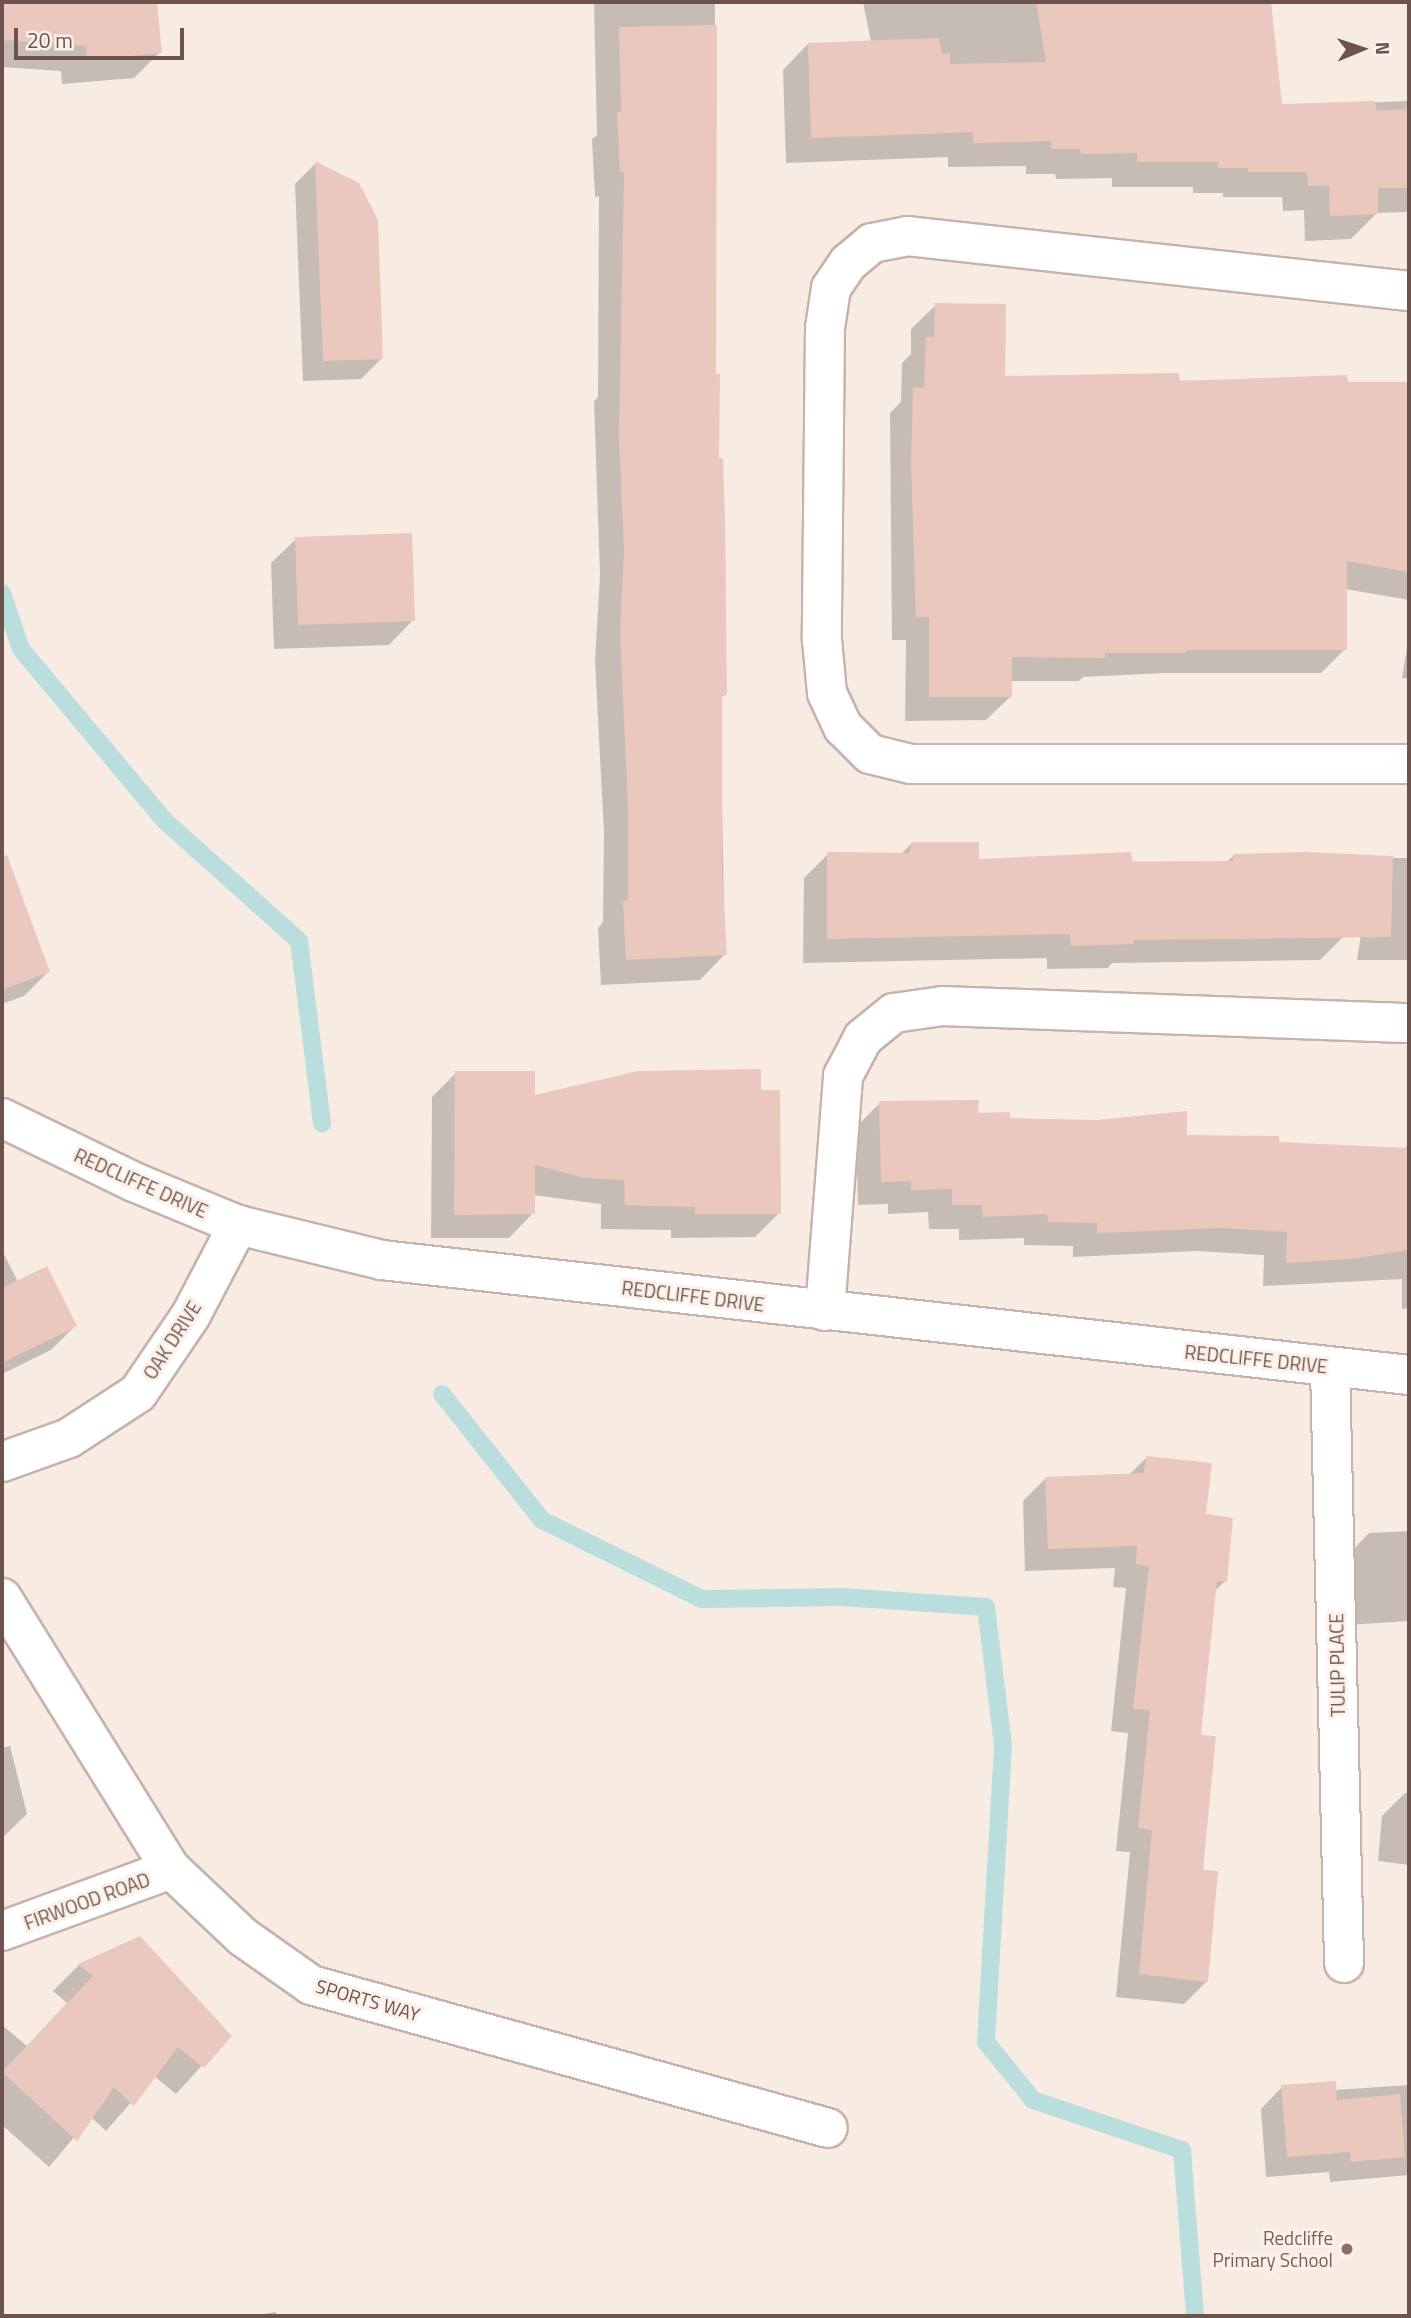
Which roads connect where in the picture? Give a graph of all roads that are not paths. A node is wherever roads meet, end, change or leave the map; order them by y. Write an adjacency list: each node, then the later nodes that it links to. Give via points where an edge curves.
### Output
1 (1409, 291): 2 (street, via 908,236 872,243 848,262 831,289 825,328 822,640 827,693 843,727 870,754 911,764)
2 (1409, 764)
3 (1409, 1023): 6 (street, via 943,1006 894,1013 863,1038 843,1076)
4 (2, 1118): 5 (street, REDCLIFFE DRIVE, via 134,1182)
5 (238, 1225): 6 (street, REDCLIFFE DRIVE, via 382,1260); 9 (street, OAK DRIVE, via 191,1315 138,1393 69,1438)
6 (825, 1311): 7 (street, REDCLIFFE DRIVE)
7 (1330, 1367): 8 (street, REDCLIFFE DRIVE); 13 (street, TULIP PLACE)
8 (1409, 1375)
9 (2, 1461)
10 (2, 1598): 11 (street, SPORTS WAY)
11 (172, 1869): 12 (street, FIRWOOD ROAD); 14 (street, SPORTS WAY, via 243,1937 311,1985)
12 (2, 1931)
13 (1344, 1963)
14 (828, 2127)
· · · · · · ·
Task details — Every line of the listing is to be retyped exactly; pictures stay out.

Exercise result —
Which roads connect where in the picture? Give a graph of all roads that are not paths. A node is wherever roads meet, end, change or leave the map; order them by y. Write an adjacency list: each node, then the later nodes that it links to. Give via points where an edge curves.
### Output
1 (1409, 291): 2 (street, via 908,236 872,243 848,262 831,289 825,328 822,640 827,693 843,727 870,754 911,764)
2 (1409, 764)
3 (1409, 1023): 6 (street, via 943,1006 894,1013 863,1038 843,1076)
4 (2, 1118): 5 (street, REDCLIFFE DRIVE, via 134,1182)
5 (238, 1225): 6 (street, REDCLIFFE DRIVE, via 382,1260); 9 (street, OAK DRIVE, via 191,1315 138,1393 69,1438)
6 (825, 1311): 7 (street, REDCLIFFE DRIVE)
7 (1330, 1367): 8 (street, REDCLIFFE DRIVE); 13 (street, TULIP PLACE)
8 (1409, 1375)
9 (2, 1461)
10 (2, 1598): 11 (street, SPORTS WAY)
11 (172, 1869): 12 (street, FIRWOOD ROAD); 14 (street, SPORTS WAY, via 243,1937 311,1985)
12 (2, 1931)
13 (1344, 1963)
14 (828, 2127)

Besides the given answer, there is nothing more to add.